[SUPPLIED DATA Boundary: Start]

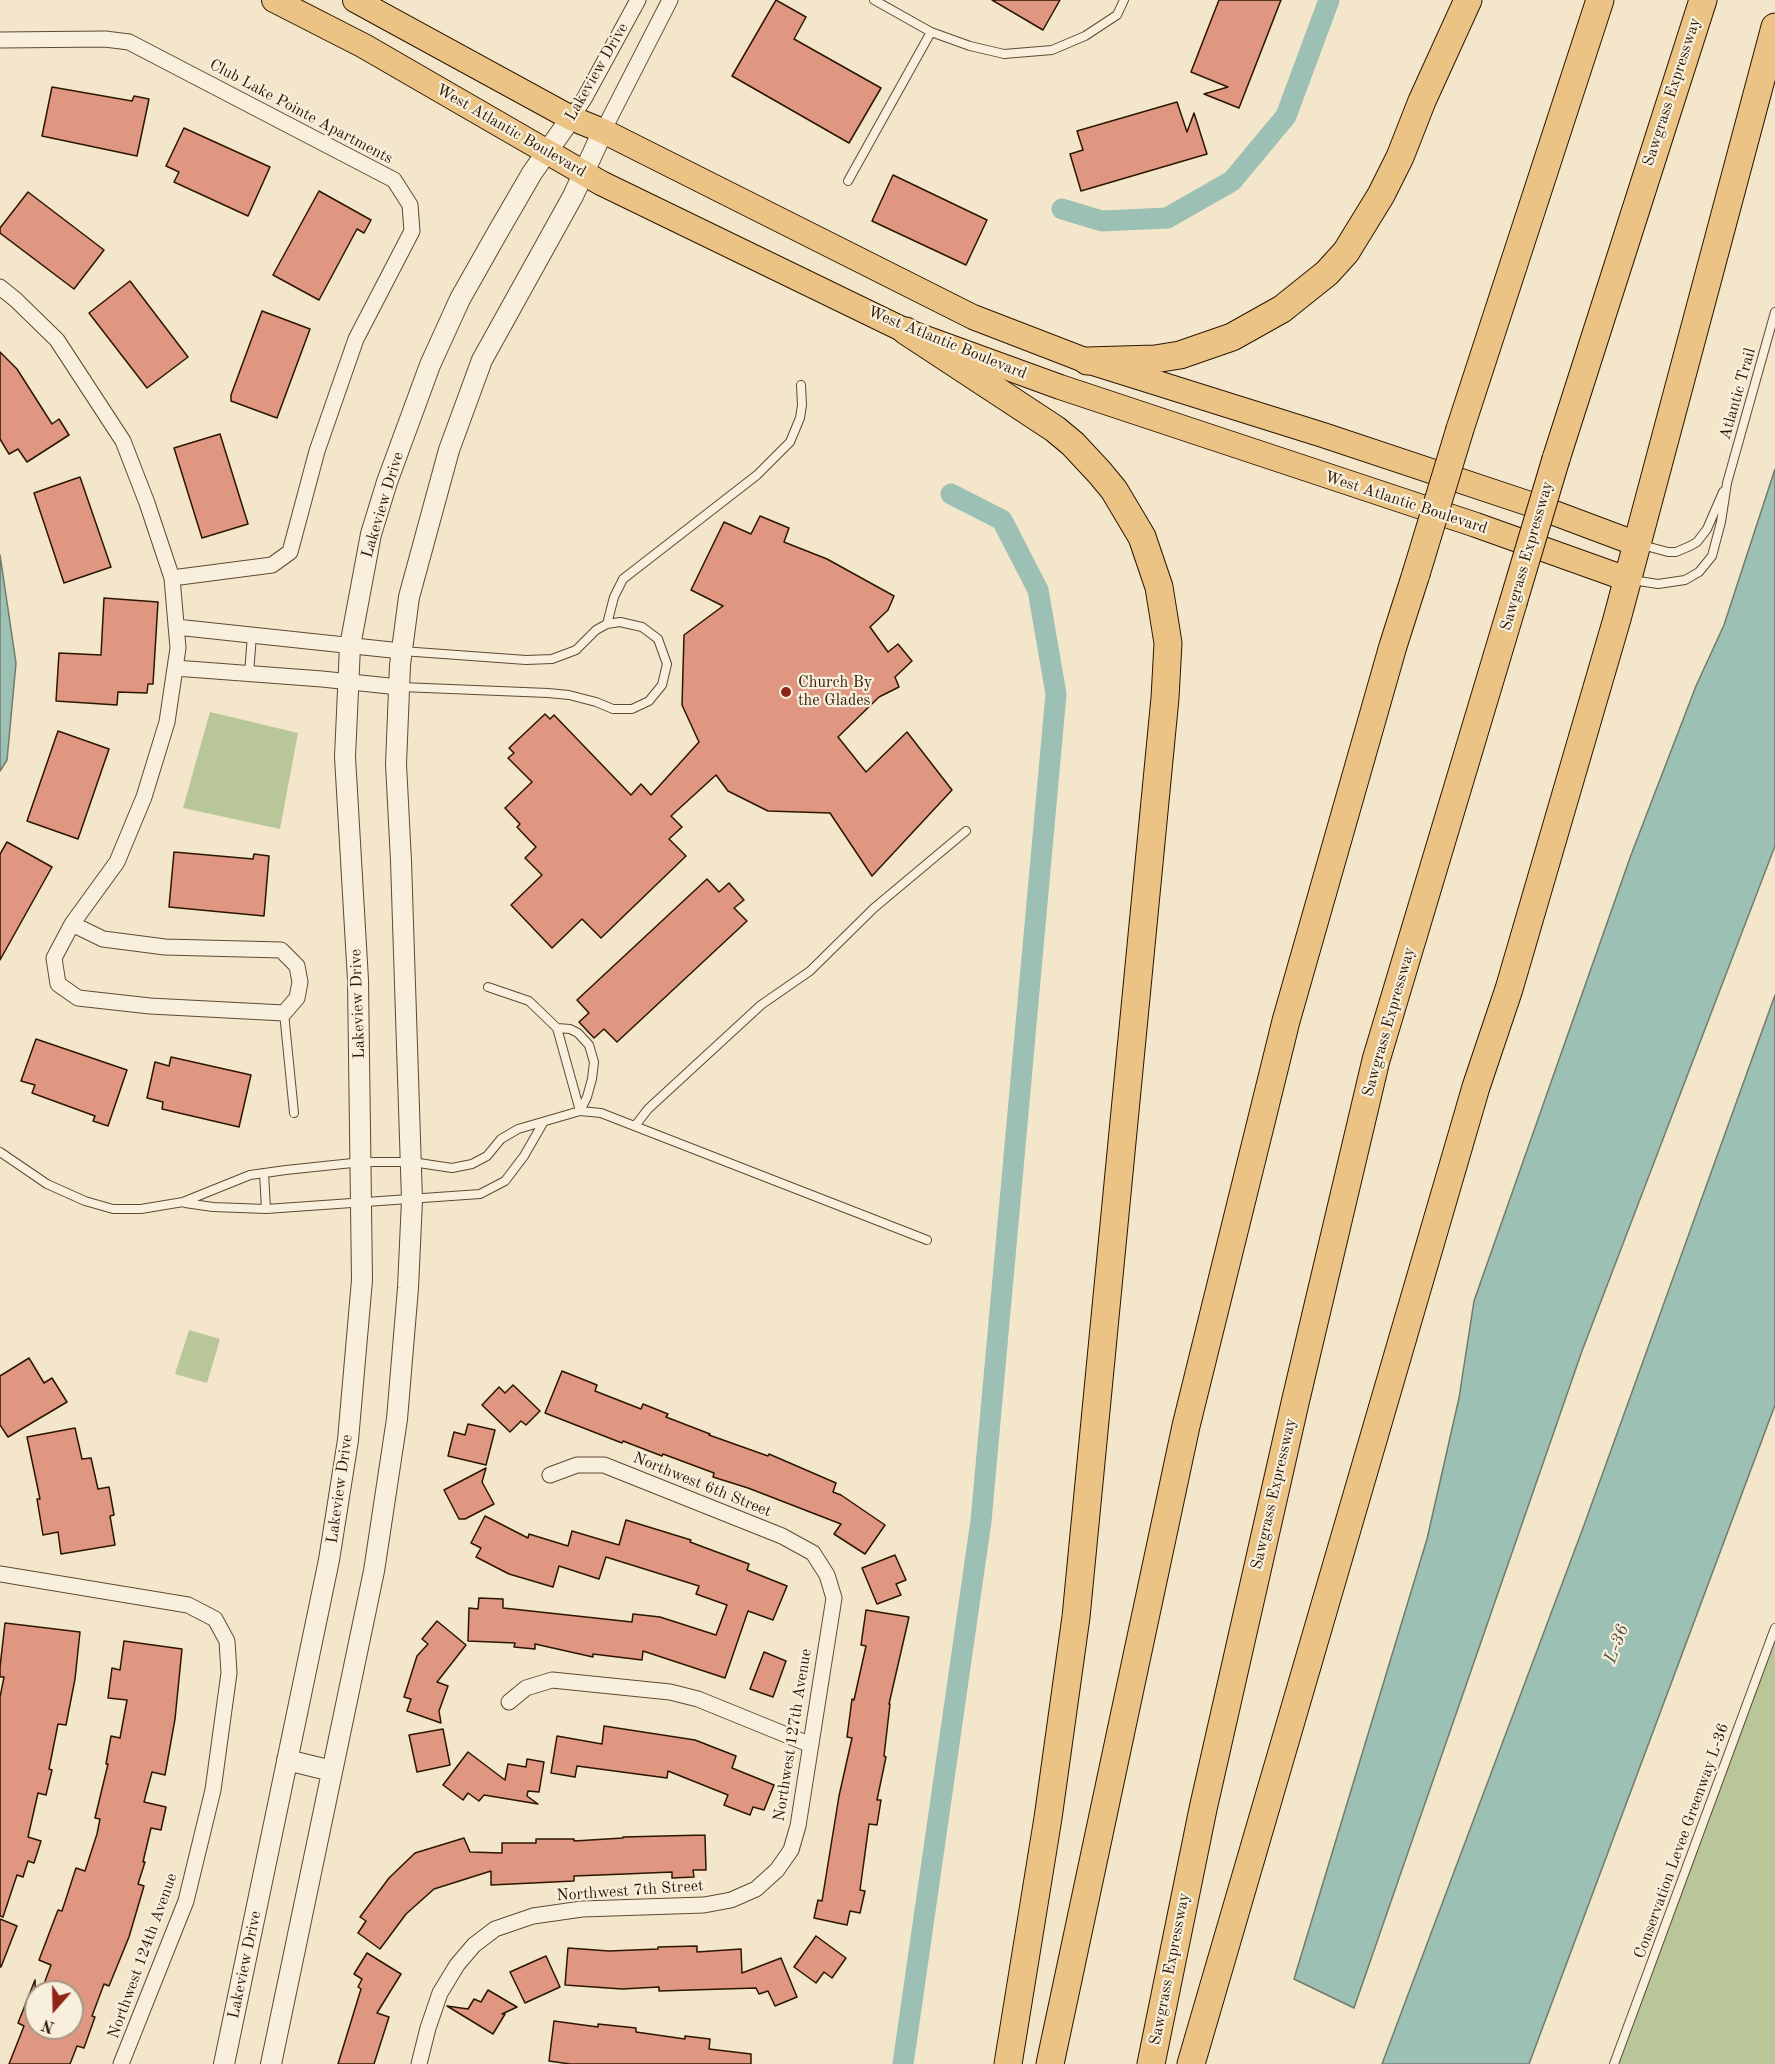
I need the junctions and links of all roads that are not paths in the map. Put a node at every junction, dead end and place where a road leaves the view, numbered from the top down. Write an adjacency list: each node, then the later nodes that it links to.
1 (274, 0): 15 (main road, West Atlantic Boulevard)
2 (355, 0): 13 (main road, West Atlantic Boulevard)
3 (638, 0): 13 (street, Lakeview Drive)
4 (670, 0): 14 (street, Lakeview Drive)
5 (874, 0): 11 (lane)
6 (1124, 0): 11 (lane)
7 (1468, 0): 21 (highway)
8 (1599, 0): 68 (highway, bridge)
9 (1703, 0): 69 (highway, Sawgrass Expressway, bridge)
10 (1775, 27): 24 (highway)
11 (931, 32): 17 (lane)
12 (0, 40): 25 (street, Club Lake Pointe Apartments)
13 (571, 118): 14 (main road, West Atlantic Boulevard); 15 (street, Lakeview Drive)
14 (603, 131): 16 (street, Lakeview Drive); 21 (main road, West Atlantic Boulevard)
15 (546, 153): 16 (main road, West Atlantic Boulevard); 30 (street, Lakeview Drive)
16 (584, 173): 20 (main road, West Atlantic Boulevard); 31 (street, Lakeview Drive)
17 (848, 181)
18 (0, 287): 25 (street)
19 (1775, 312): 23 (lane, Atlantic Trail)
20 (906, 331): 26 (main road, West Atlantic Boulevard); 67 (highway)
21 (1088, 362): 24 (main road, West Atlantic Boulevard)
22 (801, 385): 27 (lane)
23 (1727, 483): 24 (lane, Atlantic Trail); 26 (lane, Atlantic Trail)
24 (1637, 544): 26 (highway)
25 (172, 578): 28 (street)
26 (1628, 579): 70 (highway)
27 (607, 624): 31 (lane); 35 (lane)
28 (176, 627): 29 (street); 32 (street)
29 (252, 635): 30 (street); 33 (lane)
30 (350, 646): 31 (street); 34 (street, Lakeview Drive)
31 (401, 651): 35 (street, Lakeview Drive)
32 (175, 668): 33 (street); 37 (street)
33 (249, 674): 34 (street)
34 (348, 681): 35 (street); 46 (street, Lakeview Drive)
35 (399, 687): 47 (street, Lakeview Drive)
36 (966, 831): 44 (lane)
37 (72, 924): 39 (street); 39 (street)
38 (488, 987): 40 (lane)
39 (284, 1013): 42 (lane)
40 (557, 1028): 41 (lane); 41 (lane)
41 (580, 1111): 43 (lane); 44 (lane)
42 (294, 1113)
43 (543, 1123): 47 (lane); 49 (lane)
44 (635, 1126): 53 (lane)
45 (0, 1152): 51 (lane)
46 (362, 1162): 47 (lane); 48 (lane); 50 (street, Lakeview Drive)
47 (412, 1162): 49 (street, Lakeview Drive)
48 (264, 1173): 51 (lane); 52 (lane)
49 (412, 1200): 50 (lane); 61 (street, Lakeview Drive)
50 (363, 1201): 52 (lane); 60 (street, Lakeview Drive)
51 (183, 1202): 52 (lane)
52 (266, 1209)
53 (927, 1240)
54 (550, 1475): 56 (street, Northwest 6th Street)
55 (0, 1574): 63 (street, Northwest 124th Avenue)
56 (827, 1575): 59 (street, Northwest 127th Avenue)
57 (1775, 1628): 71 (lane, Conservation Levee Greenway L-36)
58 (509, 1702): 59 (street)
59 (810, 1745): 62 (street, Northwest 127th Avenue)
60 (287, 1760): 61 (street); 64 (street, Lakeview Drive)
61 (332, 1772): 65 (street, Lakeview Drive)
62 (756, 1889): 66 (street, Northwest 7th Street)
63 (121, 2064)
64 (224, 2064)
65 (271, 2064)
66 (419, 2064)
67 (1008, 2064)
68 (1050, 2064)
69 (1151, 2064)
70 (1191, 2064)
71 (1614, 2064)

[SUPPLIED DATA Boundary: End]
[SUPPLIED DATA Boundary: Start]

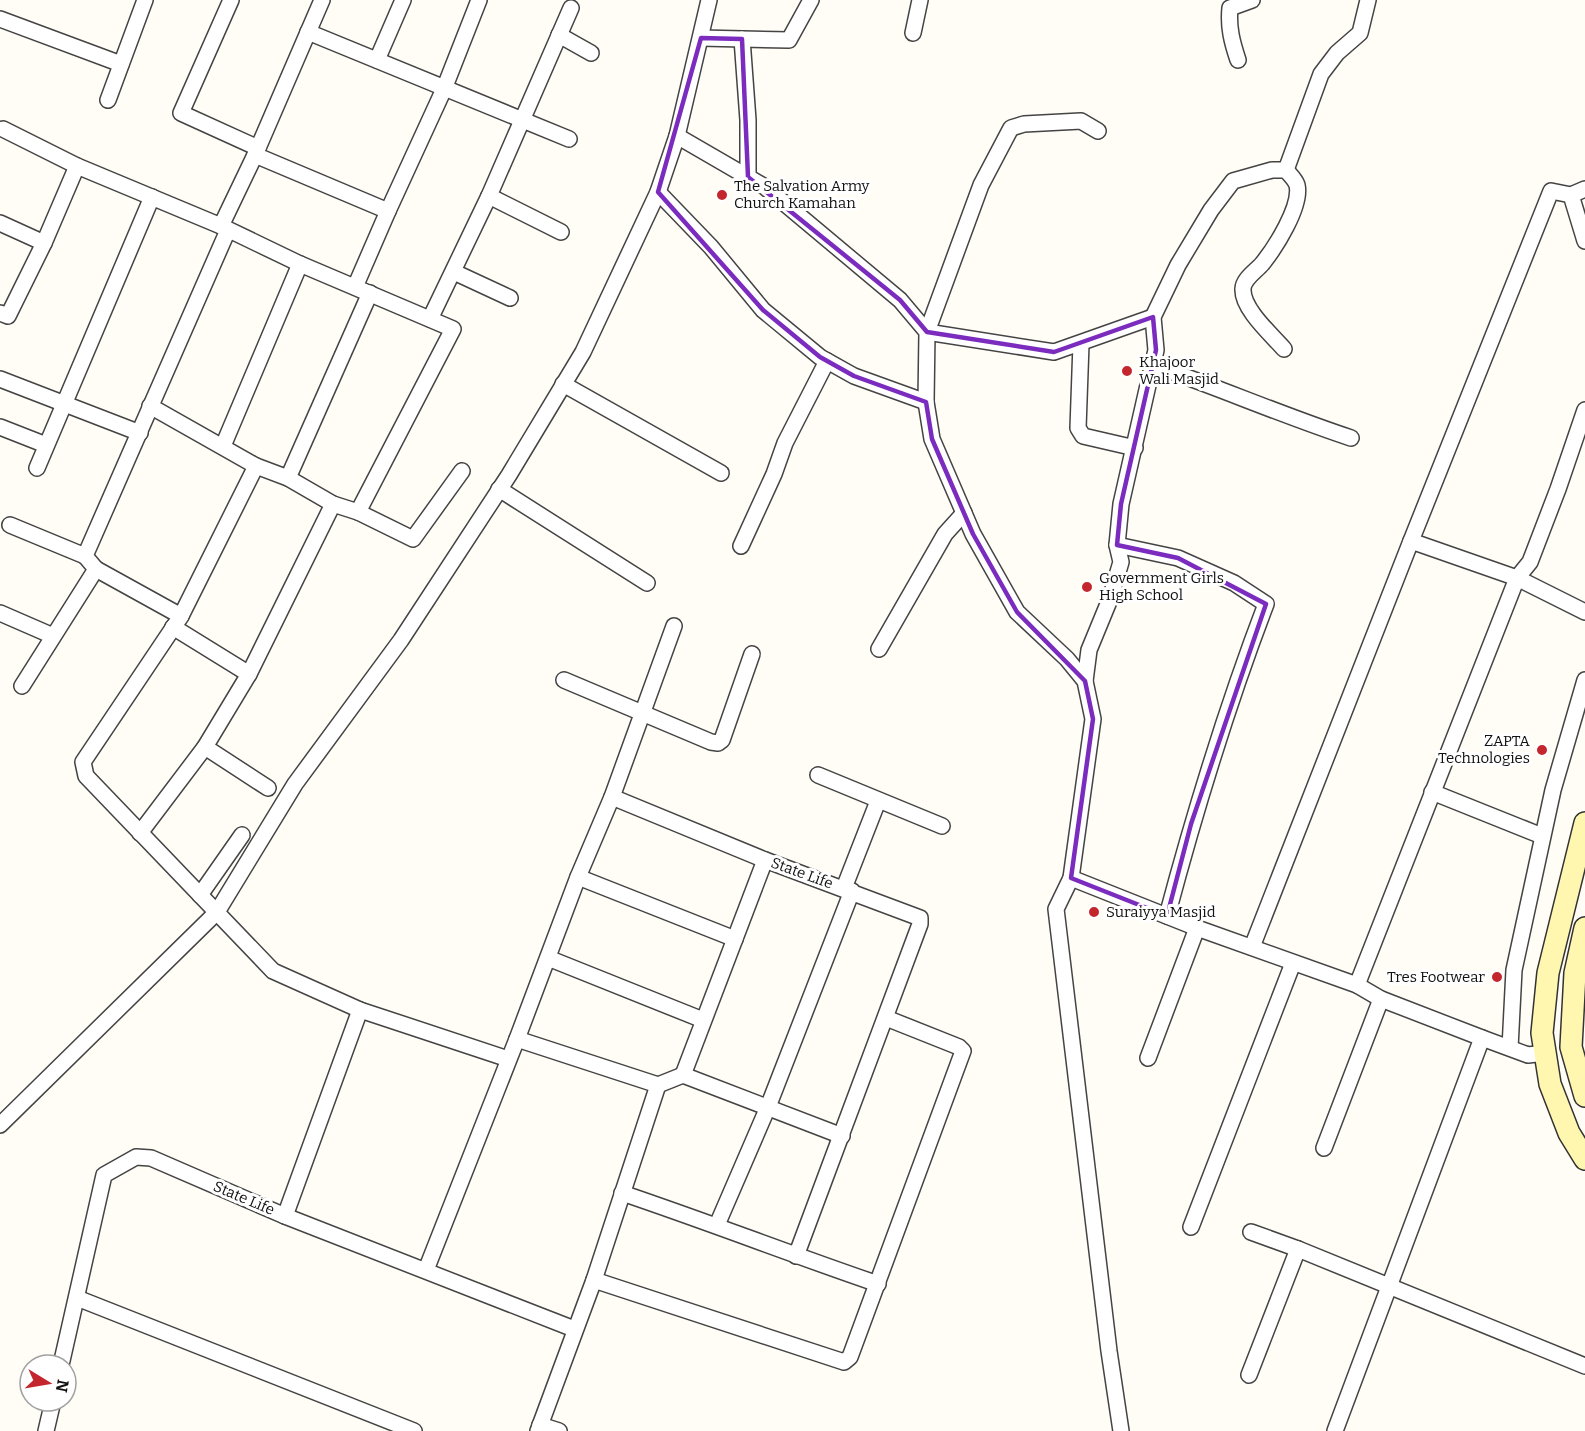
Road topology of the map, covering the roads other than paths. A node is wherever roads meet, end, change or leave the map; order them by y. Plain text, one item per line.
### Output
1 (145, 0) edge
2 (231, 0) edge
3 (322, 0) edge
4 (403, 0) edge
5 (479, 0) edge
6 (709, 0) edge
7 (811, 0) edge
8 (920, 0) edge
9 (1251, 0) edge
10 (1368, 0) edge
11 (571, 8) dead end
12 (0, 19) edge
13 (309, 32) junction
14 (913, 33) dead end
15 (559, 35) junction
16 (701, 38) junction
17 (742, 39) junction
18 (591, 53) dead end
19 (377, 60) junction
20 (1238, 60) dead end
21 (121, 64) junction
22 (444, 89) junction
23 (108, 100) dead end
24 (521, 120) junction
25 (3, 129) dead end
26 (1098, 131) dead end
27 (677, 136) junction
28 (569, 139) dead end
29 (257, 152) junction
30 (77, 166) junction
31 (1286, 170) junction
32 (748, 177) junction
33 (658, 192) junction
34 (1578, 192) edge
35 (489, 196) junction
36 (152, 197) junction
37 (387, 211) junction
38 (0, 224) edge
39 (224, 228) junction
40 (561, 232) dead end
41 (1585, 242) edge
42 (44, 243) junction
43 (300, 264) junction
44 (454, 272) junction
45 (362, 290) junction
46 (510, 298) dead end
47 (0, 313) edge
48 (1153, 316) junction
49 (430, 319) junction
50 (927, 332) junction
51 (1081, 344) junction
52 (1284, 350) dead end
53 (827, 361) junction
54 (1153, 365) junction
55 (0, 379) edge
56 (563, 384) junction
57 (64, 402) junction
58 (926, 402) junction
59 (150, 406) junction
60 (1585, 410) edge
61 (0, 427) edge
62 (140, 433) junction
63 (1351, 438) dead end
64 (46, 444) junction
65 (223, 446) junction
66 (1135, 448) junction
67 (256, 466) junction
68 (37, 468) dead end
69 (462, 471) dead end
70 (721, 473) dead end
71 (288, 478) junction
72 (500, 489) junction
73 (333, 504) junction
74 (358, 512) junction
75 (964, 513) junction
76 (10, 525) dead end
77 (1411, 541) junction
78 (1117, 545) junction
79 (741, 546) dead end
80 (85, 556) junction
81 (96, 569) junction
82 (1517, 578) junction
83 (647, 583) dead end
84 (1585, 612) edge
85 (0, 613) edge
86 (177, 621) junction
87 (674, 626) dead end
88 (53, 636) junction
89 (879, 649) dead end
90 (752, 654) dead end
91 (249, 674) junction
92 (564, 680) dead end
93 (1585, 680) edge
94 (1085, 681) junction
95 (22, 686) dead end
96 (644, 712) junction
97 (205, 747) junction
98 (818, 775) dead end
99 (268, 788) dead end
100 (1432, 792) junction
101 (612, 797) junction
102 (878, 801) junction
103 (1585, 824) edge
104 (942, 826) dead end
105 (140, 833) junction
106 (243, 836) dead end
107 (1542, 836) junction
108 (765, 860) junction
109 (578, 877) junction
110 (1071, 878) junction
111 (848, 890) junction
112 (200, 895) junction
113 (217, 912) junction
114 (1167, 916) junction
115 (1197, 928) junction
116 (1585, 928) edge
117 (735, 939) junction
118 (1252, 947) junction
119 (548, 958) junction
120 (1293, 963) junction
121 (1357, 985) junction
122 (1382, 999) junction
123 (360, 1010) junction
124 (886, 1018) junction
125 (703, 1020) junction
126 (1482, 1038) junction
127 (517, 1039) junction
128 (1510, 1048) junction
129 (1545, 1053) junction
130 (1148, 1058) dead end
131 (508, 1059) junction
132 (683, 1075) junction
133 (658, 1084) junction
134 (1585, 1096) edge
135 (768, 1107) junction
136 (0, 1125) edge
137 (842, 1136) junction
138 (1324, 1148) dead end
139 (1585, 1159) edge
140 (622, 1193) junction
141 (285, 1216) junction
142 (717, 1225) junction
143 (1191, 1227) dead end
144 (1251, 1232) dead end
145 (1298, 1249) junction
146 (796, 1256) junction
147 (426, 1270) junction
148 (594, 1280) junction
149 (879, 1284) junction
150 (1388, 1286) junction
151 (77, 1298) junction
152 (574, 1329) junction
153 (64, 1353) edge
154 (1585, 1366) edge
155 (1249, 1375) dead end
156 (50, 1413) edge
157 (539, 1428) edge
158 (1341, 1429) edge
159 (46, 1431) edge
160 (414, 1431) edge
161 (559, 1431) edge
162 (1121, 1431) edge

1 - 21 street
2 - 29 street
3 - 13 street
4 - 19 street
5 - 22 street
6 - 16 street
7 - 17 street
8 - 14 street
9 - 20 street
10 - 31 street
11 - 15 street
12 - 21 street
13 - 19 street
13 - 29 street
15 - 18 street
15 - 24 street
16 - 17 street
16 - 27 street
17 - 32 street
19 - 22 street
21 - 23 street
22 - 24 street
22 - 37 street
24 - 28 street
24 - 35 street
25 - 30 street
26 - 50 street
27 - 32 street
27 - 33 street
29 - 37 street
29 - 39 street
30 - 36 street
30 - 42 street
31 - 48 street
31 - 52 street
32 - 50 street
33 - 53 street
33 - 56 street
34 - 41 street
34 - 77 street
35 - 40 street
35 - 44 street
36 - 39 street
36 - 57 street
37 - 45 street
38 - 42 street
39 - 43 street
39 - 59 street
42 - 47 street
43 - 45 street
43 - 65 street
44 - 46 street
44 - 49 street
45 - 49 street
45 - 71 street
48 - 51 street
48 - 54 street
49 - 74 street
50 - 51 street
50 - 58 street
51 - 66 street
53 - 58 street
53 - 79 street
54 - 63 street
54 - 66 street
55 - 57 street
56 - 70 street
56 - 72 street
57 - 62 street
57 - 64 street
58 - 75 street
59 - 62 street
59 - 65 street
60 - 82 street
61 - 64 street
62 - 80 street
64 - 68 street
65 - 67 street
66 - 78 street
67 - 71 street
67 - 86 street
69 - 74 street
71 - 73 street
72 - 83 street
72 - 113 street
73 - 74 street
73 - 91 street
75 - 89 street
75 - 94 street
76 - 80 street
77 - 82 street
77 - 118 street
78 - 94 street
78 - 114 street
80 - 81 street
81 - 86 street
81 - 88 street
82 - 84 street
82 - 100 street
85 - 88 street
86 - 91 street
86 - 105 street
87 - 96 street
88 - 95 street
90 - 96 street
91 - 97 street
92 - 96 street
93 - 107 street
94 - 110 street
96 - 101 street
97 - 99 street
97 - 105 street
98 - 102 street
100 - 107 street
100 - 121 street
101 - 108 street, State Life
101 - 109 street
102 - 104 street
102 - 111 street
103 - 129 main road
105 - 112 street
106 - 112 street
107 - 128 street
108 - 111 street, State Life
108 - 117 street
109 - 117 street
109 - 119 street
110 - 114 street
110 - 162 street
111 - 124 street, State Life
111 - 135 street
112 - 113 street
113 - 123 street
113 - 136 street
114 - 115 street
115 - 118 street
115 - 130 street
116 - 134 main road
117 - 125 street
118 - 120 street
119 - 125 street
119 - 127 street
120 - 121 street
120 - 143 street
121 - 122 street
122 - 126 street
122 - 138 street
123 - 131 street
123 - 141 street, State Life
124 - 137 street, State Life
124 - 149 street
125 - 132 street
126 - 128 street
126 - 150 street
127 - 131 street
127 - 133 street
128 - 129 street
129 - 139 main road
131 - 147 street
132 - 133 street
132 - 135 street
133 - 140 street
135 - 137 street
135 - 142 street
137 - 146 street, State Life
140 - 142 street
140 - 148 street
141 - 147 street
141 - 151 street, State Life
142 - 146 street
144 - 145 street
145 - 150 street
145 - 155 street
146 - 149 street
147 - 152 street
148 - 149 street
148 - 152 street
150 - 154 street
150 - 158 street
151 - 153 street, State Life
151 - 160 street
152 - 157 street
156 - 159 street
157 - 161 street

[SUPPLIED DATA Boundary: End]

YOUR OBJECTIVE:
Should a line in the material contain "roads", copy it.

RESPONSE TO THIS EXERCISE:
I need the junctions and links of all roads that are not paths in the map. Put a node at every junction, dead end and place where a road leaves the view, numbered from the top down. Write an adjacency list: each node, then the later nodes that it links to.
Road topology of the map, covering the roads other than paths. A node is wherever roads meet, end, change or leave the map; order them by y. Plain text, one item per line.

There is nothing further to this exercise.